> Activity
Type out the records again, exactly as they are.

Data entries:
Segment Open

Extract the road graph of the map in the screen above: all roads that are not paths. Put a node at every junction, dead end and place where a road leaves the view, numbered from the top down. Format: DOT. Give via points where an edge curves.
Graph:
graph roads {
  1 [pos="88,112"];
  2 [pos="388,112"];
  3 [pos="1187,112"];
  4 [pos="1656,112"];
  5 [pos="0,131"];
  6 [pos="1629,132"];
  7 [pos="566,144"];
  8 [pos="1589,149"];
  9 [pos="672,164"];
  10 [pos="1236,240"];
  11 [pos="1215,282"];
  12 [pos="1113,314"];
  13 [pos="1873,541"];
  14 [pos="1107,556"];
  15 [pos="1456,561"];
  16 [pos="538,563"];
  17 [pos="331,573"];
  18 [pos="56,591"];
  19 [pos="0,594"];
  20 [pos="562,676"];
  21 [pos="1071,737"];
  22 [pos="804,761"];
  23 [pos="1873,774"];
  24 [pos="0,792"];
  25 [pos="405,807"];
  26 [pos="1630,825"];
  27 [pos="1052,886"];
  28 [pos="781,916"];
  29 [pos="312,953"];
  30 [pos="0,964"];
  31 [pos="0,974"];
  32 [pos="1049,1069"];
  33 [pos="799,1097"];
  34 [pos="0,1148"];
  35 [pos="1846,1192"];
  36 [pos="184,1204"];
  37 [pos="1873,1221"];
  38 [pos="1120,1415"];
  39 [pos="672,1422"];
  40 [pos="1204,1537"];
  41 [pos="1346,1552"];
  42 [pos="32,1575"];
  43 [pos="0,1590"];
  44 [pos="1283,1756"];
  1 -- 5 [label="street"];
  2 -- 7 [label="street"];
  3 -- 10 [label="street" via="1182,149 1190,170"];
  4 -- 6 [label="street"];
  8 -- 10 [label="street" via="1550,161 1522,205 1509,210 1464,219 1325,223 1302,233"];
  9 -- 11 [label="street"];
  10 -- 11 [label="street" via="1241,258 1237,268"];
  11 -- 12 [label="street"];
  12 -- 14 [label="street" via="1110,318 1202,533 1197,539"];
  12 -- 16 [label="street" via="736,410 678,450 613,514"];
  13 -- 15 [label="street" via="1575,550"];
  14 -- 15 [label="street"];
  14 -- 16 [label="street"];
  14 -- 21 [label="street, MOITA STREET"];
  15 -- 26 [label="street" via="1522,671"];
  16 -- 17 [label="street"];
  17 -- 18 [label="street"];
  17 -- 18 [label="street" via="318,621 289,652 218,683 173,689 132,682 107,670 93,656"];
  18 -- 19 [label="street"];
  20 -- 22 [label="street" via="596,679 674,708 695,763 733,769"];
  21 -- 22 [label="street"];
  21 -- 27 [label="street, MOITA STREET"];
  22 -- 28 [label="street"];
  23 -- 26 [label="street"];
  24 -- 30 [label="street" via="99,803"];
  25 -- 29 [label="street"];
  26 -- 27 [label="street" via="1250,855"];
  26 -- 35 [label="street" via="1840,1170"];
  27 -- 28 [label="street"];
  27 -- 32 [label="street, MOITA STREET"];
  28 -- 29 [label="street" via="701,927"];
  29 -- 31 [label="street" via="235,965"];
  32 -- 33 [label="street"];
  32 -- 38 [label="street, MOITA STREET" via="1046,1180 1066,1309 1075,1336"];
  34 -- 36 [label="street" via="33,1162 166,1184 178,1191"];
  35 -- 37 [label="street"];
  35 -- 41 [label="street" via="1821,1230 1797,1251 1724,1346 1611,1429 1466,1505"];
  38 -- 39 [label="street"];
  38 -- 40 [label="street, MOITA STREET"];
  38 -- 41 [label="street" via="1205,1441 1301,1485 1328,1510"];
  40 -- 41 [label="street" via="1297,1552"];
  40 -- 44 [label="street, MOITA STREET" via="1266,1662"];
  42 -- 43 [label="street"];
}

Segment Closed

> Reply to the exercise
Extract the road graph of the map in the screen above: all roads that are not paths. Put a node at every junction, dead end and place where a road leaves the view, numbered from the top down. Format: DOT. Give via points where an edge curves.
Graph:
graph roads {
  1 [pos="88,112"];
  2 [pos="388,112"];
  3 [pos="1187,112"];
  4 [pos="1656,112"];
  5 [pos="0,131"];
  6 [pos="1629,132"];
  7 [pos="566,144"];
  8 [pos="1589,149"];
  9 [pos="672,164"];
  10 [pos="1236,240"];
  11 [pos="1215,282"];
  12 [pos="1113,314"];
  13 [pos="1873,541"];
  14 [pos="1107,556"];
  15 [pos="1456,561"];
  16 [pos="538,563"];
  17 [pos="331,573"];
  18 [pos="56,591"];
  19 [pos="0,594"];
  20 [pos="562,676"];
  21 [pos="1071,737"];
  22 [pos="804,761"];
  23 [pos="1873,774"];
  24 [pos="0,792"];
  25 [pos="405,807"];
  26 [pos="1630,825"];
  27 [pos="1052,886"];
  28 [pos="781,916"];
  29 [pos="312,953"];
  30 [pos="0,964"];
  31 [pos="0,974"];
  32 [pos="1049,1069"];
  33 [pos="799,1097"];
  34 [pos="0,1148"];
  35 [pos="1846,1192"];
  36 [pos="184,1204"];
  37 [pos="1873,1221"];
  38 [pos="1120,1415"];
  39 [pos="672,1422"];
  40 [pos="1204,1537"];
  41 [pos="1346,1552"];
  42 [pos="32,1575"];
  43 [pos="0,1590"];
  44 [pos="1283,1756"];
  1 -- 5 [label="street"];
  2 -- 7 [label="street"];
  3 -- 10 [label="street" via="1182,149 1190,170"];
  4 -- 6 [label="street"];
  8 -- 10 [label="street" via="1550,161 1522,205 1509,210 1464,219 1325,223 1302,233"];
  9 -- 11 [label="street"];
  10 -- 11 [label="street" via="1241,258 1237,268"];
  11 -- 12 [label="street"];
  12 -- 14 [label="street" via="1110,318 1202,533 1197,539"];
  12 -- 16 [label="street" via="736,410 678,450 613,514"];
  13 -- 15 [label="street" via="1575,550"];
  14 -- 15 [label="street"];
  14 -- 16 [label="street"];
  14 -- 21 [label="street, MOITA STREET"];
  15 -- 26 [label="street" via="1522,671"];
  16 -- 17 [label="street"];
  17 -- 18 [label="street"];
  17 -- 18 [label="street" via="318,621 289,652 218,683 173,689 132,682 107,670 93,656"];
  18 -- 19 [label="street"];
  20 -- 22 [label="street" via="596,679 674,708 695,763 733,769"];
  21 -- 22 [label="street"];
  21 -- 27 [label="street, MOITA STREET"];
  22 -- 28 [label="street"];
  23 -- 26 [label="street"];
  24 -- 30 [label="street" via="99,803"];
  25 -- 29 [label="street"];
  26 -- 27 [label="street" via="1250,855"];
  26 -- 35 [label="street" via="1840,1170"];
  27 -- 28 [label="street"];
  27 -- 32 [label="street, MOITA STREET"];
  28 -- 29 [label="street" via="701,927"];
  29 -- 31 [label="street" via="235,965"];
  32 -- 33 [label="street"];
  32 -- 38 [label="street, MOITA STREET" via="1046,1180 1066,1309 1075,1336"];
  34 -- 36 [label="street" via="33,1162 166,1184 178,1191"];
  35 -- 37 [label="street"];
  35 -- 41 [label="street" via="1821,1230 1797,1251 1724,1346 1611,1429 1466,1505"];
  38 -- 39 [label="street"];
  38 -- 40 [label="street, MOITA STREET"];
  38 -- 41 [label="street" via="1205,1441 1301,1485 1328,1510"];
  40 -- 41 [label="street" via="1297,1552"];
  40 -- 44 [label="street, MOITA STREET" via="1266,1662"];
  42 -- 43 [label="street"];
}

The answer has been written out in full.